— ACTION ITEM —
What you give back must match the records below exactly, apart from the pictures, which are omitted.

— DATASET CONTENT —
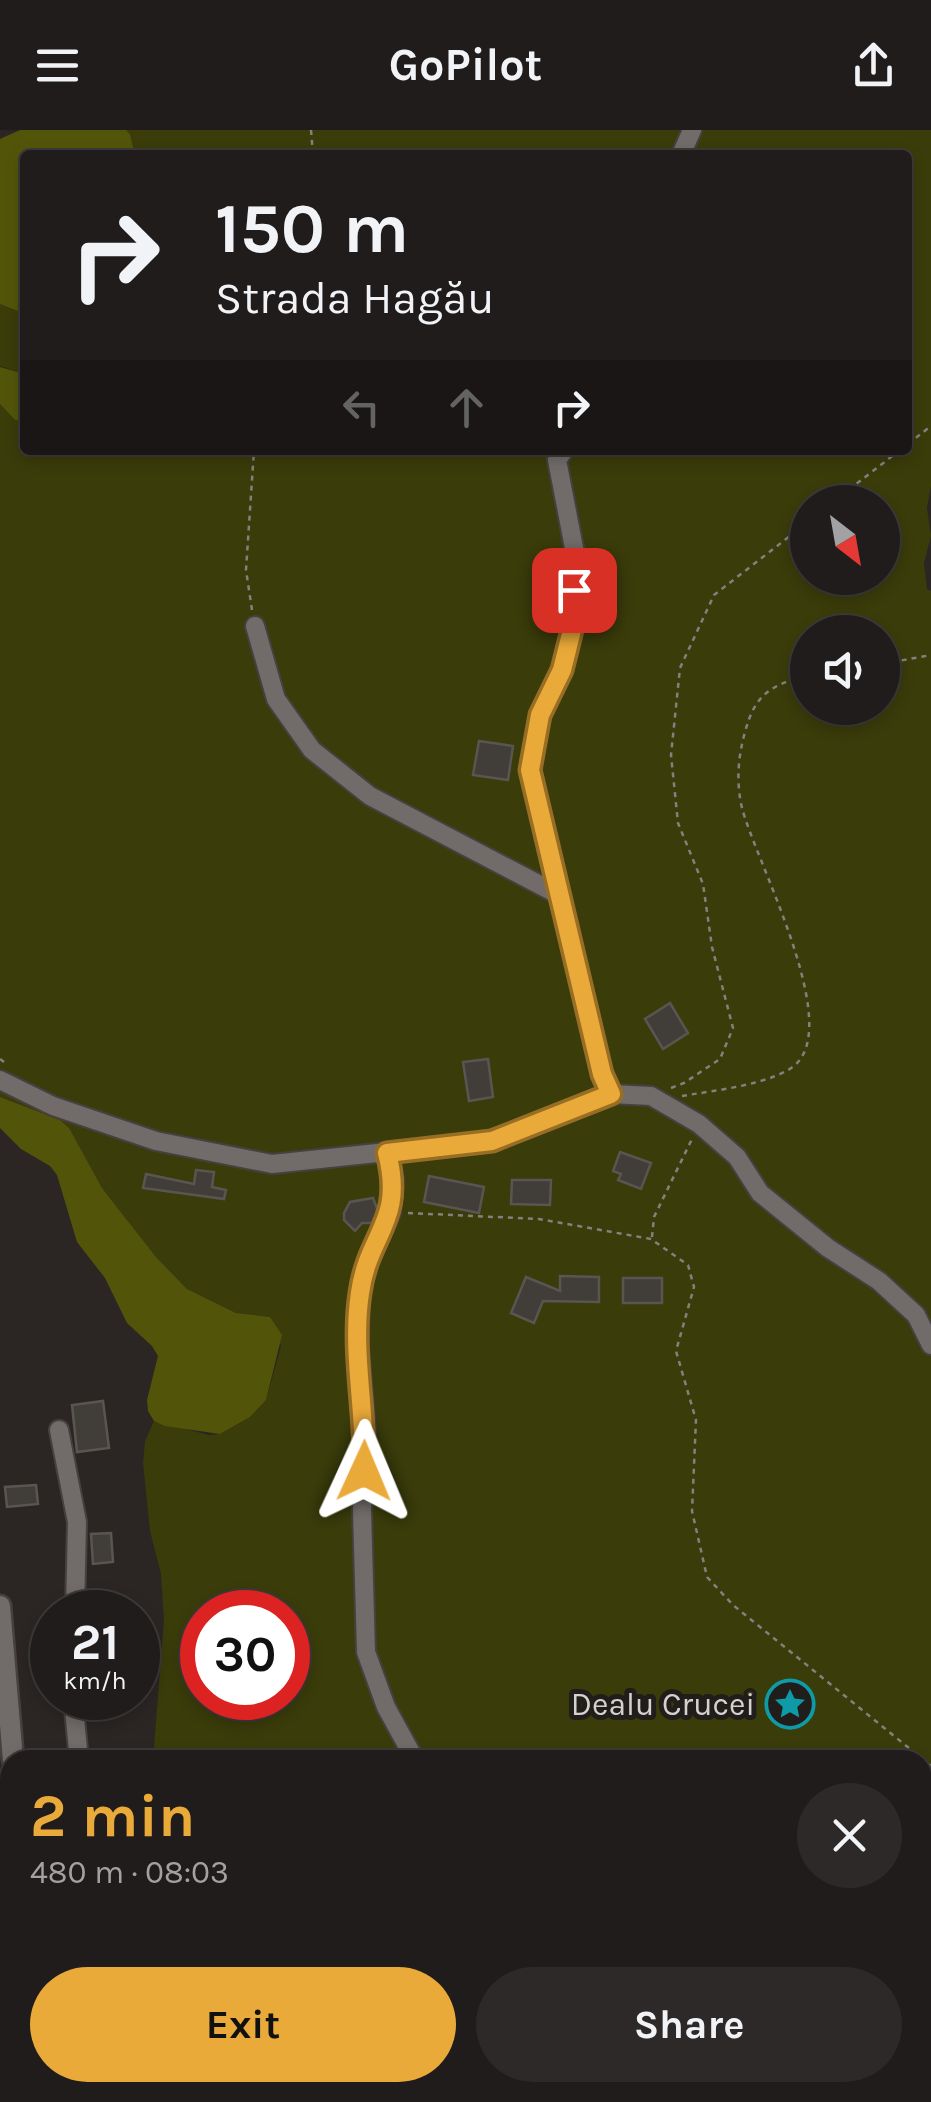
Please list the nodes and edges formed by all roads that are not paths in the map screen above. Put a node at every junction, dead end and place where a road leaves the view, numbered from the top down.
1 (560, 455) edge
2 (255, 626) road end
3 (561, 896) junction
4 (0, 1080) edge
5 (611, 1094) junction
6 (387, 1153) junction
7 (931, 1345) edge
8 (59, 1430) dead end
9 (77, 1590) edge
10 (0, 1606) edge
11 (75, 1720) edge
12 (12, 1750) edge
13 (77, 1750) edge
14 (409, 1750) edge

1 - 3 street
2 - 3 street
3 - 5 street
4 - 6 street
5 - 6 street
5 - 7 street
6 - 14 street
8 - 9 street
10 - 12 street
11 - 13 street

— RESULT FOR THIS TASK —
Please list the nodes and edges formed by all roads that are not paths in the map screen above. Put a node at every junction, dead end and place where a road leaves the view, numbered from the top down.
1 (560, 455) edge
2 (255, 626) road end
3 (561, 896) junction
4 (0, 1080) edge
5 (611, 1094) junction
6 (387, 1153) junction
7 (931, 1345) edge
8 (59, 1430) dead end
9 (77, 1590) edge
10 (0, 1606) edge
11 (75, 1720) edge
12 (12, 1750) edge
13 (77, 1750) edge
14 (409, 1750) edge

1 - 3 street
2 - 3 street
3 - 5 street
4 - 6 street
5 - 6 street
5 - 7 street
6 - 14 street
8 - 9 street
10 - 12 street
11 - 13 street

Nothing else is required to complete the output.